Script execution: Run a script via CLI

noahtalerman commented 1 year ago

User story

As an IT admin or security engineer, I want to run a script once, on a specific host, so that I can remediate an issue or collect logs.

✅ Execute custom scripts (Fleet Premium (but this should really be Fleet Free imo, let's consider it -mike))

Requirements

Fleet Premium only
Only maintainers and up can run scripts. Team maintainer and team admins can only run scripts on hosts assigned to their team.
Supported on macOS, Windows, and Linux.
- On macOS and Linux, only scripts run with "#!/bin/sh" are supported. If the user doesn't specify, the script will run in the default shell.
- On Windows, only Powershell scripts are supported.
Script can be run via fleetctl CLI. Script only runs if host is online. Script only runs if it's content is 10,000 characters or less.
Script content, output, and exit code is viewable in the UI and CLI. Only the last 10,000 characters of script output are viewable.
Script execution is tracked in activity feed
Only possible to escalate Fleet/fleetd from a read-only to script execution system remotely for users who already have control over the device (via MDM).
For deployments that already have fleetd, they shouldn't be able to be autoupdated into this feature
If macOS MDM is turned on in Fleet, automatically turn on script execution features for macOS hosts via profile.
If MDM is turned off for a macOS host, automatically turn off script execution features.

Changes

[ ] Add a new fleetctl run-script command
[ ] Break the agent component for script execution out into a subsystem of Orbit (still in the Orbit binary) that only starts up if the appropriate conditions are met.
[ ] On macOS, the subsystem can be triggered by a configuration profile (similar to the strategy for #9459). When fleetd starts up, it should look for a profile of PayloadType com.fleetdm.fleeetd.config and extract the scripting key. If this value is true should the subsystem turn on.
[ ] On macOS, Windows, and Linux, the subsystem can be triggered by the --script-execution flag in the fleetctl package command. If this value is true the subsystem is turned on.

UI and CLI

https://www.figma.com/file/030moybHDEurtYx52D70sF/%239583-Script-execution%3A-Run-a-script-via-CLI?type=design&node-id=2-130&mode=design

noahtalerman commented 1 year ago

Zach: If we wait, what do we tell current fleetd users as we start to ship script execution features?

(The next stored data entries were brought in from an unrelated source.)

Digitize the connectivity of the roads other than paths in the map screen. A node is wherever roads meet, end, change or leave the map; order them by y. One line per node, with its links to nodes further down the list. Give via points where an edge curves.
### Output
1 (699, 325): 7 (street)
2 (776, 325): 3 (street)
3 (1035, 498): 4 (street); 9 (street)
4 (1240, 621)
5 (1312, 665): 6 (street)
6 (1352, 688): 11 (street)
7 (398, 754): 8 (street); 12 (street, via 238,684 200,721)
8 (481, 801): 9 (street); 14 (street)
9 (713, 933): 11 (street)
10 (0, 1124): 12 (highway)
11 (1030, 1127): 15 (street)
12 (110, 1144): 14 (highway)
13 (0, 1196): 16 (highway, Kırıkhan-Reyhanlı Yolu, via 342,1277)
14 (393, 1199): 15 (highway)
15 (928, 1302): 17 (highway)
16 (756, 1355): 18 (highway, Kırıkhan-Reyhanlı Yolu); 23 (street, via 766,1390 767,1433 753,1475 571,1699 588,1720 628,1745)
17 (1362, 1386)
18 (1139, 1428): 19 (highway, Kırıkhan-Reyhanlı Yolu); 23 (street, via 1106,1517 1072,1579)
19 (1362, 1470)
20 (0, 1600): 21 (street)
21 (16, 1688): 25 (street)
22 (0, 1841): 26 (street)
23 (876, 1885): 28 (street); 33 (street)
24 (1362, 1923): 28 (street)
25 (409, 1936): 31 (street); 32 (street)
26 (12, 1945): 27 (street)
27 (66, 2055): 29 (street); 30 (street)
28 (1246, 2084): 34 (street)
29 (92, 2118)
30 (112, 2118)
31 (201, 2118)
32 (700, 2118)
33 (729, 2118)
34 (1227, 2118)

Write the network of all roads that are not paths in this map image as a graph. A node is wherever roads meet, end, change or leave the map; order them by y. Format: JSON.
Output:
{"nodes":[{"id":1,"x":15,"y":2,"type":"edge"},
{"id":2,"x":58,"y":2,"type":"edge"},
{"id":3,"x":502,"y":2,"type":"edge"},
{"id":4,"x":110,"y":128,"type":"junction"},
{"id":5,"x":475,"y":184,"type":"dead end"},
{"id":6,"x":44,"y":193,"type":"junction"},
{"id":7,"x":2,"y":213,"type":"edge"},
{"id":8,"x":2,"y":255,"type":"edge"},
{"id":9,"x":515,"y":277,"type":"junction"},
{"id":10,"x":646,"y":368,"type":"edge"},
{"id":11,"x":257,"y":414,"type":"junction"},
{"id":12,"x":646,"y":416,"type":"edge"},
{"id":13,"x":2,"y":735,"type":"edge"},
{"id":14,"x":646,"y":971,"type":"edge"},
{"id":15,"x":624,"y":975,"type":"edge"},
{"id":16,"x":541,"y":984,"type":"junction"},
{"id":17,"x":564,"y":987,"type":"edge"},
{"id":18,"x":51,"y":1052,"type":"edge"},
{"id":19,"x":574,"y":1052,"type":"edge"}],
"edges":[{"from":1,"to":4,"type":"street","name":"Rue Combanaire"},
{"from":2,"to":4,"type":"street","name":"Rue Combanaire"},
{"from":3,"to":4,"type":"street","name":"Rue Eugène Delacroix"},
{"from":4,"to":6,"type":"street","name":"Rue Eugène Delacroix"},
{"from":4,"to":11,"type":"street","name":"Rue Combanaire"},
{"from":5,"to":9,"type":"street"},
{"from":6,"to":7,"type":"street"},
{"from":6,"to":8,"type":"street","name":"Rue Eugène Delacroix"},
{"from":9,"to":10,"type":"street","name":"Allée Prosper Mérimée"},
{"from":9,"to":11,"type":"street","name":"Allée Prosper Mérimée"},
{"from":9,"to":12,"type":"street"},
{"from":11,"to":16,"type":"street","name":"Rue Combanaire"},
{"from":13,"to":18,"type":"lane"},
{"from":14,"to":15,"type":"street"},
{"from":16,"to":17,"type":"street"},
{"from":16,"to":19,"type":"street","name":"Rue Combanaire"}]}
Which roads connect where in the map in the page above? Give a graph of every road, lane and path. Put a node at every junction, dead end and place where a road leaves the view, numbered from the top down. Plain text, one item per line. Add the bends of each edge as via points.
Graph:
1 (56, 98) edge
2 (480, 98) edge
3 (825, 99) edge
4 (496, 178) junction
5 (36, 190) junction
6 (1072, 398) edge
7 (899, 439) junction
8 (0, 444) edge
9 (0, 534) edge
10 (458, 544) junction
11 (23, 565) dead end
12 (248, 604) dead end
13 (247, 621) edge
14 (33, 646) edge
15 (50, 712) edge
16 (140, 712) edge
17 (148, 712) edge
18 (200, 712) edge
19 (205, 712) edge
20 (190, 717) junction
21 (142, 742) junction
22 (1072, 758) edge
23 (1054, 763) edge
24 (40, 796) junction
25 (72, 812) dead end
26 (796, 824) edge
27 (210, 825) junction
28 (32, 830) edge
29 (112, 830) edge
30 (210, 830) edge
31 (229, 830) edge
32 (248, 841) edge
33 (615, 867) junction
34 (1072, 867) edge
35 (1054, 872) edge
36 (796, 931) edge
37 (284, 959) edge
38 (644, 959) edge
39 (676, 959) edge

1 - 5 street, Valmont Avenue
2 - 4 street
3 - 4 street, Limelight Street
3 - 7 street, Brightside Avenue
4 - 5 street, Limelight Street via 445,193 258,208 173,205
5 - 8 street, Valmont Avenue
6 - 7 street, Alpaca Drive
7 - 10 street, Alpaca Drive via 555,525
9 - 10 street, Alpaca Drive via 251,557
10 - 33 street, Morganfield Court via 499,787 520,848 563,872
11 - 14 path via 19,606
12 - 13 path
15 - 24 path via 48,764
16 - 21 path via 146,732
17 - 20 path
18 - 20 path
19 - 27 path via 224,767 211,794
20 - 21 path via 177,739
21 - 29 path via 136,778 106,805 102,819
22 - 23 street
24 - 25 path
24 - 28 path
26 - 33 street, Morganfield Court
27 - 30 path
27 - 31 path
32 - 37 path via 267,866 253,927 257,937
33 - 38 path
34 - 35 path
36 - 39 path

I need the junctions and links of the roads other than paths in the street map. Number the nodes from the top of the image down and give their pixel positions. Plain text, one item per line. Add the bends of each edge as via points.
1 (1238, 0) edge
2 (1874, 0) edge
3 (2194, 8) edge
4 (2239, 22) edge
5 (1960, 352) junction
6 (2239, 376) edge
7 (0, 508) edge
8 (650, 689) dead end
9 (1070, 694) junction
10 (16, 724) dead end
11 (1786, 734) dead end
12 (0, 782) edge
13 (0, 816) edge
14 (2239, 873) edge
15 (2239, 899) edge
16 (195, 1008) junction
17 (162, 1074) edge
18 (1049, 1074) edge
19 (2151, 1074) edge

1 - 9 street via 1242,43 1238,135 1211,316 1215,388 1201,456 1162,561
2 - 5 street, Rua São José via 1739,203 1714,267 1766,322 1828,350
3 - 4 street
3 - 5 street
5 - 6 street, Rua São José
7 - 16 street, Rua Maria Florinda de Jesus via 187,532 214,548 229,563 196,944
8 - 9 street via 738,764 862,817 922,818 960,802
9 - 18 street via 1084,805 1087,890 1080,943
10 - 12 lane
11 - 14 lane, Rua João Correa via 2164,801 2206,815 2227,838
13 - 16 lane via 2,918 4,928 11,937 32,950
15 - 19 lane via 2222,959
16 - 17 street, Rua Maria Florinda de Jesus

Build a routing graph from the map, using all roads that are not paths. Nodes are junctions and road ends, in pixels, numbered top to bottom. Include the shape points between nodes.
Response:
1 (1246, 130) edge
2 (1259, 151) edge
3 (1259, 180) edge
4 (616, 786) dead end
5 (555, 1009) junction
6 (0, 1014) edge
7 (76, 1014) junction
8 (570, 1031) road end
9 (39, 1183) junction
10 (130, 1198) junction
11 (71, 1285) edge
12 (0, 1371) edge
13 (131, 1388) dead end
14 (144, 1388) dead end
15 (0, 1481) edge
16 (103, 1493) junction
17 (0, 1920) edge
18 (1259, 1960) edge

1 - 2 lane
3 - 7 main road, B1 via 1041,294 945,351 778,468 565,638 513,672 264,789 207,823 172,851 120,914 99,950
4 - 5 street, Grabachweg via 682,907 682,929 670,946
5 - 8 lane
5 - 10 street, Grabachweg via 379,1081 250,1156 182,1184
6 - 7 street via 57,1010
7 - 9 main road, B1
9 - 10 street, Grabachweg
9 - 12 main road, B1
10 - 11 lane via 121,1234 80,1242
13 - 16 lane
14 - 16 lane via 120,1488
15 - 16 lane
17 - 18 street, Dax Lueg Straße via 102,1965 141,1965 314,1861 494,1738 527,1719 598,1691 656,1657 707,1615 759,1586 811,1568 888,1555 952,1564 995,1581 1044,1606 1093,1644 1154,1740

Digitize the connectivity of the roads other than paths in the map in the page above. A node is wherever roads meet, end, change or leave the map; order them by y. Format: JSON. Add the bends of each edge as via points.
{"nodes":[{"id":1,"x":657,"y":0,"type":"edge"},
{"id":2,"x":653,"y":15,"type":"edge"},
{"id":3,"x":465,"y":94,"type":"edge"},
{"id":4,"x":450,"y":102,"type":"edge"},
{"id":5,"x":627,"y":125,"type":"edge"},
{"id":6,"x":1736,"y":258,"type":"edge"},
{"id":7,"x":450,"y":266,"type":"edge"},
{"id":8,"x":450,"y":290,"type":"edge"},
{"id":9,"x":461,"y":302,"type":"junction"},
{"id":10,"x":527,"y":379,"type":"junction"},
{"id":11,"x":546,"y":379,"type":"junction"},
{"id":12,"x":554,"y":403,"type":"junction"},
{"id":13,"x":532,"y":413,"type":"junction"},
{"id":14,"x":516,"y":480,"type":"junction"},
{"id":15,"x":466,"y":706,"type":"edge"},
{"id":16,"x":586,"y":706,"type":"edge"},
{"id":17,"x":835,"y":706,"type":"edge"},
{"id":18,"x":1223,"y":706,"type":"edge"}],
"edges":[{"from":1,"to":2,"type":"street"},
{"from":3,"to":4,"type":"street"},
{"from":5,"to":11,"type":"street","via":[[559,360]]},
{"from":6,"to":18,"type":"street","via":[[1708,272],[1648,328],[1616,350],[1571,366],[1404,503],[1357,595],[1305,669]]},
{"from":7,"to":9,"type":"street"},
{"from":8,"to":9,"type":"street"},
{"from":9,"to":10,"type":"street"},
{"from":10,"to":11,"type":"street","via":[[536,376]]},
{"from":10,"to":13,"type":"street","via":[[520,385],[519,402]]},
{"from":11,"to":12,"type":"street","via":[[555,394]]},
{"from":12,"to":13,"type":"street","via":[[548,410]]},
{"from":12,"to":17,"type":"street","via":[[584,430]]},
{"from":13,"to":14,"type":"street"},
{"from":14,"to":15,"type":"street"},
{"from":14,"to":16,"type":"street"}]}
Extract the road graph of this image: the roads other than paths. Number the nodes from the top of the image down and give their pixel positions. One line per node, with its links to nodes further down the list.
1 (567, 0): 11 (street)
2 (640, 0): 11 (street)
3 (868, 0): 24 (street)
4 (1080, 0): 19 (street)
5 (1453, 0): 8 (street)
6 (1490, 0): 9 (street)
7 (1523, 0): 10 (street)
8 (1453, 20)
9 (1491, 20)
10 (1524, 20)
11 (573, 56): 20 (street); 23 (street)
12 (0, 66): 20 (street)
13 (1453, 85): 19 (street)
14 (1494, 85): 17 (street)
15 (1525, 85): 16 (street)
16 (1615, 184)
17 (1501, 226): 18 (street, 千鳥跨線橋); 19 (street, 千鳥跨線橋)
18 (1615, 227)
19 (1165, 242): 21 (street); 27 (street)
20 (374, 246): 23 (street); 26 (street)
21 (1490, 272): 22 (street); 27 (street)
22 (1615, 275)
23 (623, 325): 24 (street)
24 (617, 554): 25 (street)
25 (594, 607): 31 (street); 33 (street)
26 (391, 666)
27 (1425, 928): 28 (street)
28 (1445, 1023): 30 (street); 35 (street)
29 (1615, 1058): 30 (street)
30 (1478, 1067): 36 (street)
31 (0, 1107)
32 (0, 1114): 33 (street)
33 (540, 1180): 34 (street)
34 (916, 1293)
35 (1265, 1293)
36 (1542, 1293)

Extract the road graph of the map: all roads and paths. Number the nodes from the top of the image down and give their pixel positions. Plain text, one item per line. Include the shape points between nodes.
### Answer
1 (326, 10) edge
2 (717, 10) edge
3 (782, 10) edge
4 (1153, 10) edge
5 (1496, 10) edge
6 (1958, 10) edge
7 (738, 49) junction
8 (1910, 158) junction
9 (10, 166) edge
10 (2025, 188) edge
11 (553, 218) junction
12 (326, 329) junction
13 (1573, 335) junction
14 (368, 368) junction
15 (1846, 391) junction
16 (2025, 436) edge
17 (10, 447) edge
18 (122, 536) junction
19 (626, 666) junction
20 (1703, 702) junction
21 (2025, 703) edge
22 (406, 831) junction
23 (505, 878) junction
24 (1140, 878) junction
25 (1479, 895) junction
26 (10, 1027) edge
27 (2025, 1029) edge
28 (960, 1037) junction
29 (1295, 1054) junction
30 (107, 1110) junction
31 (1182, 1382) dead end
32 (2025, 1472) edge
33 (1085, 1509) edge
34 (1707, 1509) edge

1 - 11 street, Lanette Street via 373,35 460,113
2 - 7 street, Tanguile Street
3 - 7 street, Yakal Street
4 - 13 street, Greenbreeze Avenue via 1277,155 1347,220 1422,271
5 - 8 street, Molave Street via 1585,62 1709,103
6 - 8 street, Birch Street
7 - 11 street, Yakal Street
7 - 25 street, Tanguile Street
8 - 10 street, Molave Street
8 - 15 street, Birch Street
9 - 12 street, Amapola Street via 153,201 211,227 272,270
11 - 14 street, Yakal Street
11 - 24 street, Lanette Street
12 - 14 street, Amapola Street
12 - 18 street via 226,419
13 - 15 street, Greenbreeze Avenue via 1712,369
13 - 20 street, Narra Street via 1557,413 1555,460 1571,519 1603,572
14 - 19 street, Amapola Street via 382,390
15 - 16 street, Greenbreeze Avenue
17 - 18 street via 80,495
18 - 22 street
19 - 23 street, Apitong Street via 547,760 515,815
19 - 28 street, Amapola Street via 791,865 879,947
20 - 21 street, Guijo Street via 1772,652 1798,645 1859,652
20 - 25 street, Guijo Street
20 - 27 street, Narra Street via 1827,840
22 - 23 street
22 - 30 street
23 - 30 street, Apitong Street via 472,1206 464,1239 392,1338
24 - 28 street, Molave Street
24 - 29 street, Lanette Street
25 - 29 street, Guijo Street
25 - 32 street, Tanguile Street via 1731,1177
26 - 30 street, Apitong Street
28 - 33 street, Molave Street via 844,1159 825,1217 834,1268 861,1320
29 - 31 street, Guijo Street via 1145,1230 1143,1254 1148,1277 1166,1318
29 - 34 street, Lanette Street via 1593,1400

Zach: It should not be possible to turn on script execution through the Fleet system on its own. W/o deploying a new package or using some sort of write capability.

Roberto: What about having another "agent"? If you don't have that binary you don't have script execution enabled (I think maybe that's what you're suggesting?)

Zach: Adding another component sounds painful but is likely the most satisfying for the folks looking for this feature.

Zach: Another option is a flag that can't be configured remotely. If you want scripts, you have to deploy new packages, use some other tooling to turn scripts on.

Zach: Possible solution, config profile that configures fleetd to turn on script execution.

Roberto: Spitballing another option: having two "fleetd"s, one "hardened" that doesn't contain any of the remote execution code, which we can exclude using build constraints

Zach: This has the downside of something that has to be built, tested, and distributed separately. But it's not another process. For the user, they have to choose the "script" name in the update channel.

noahtalerman commented 1 year ago

@zwass I assigned this to you. Can you please update the issue with your proposal?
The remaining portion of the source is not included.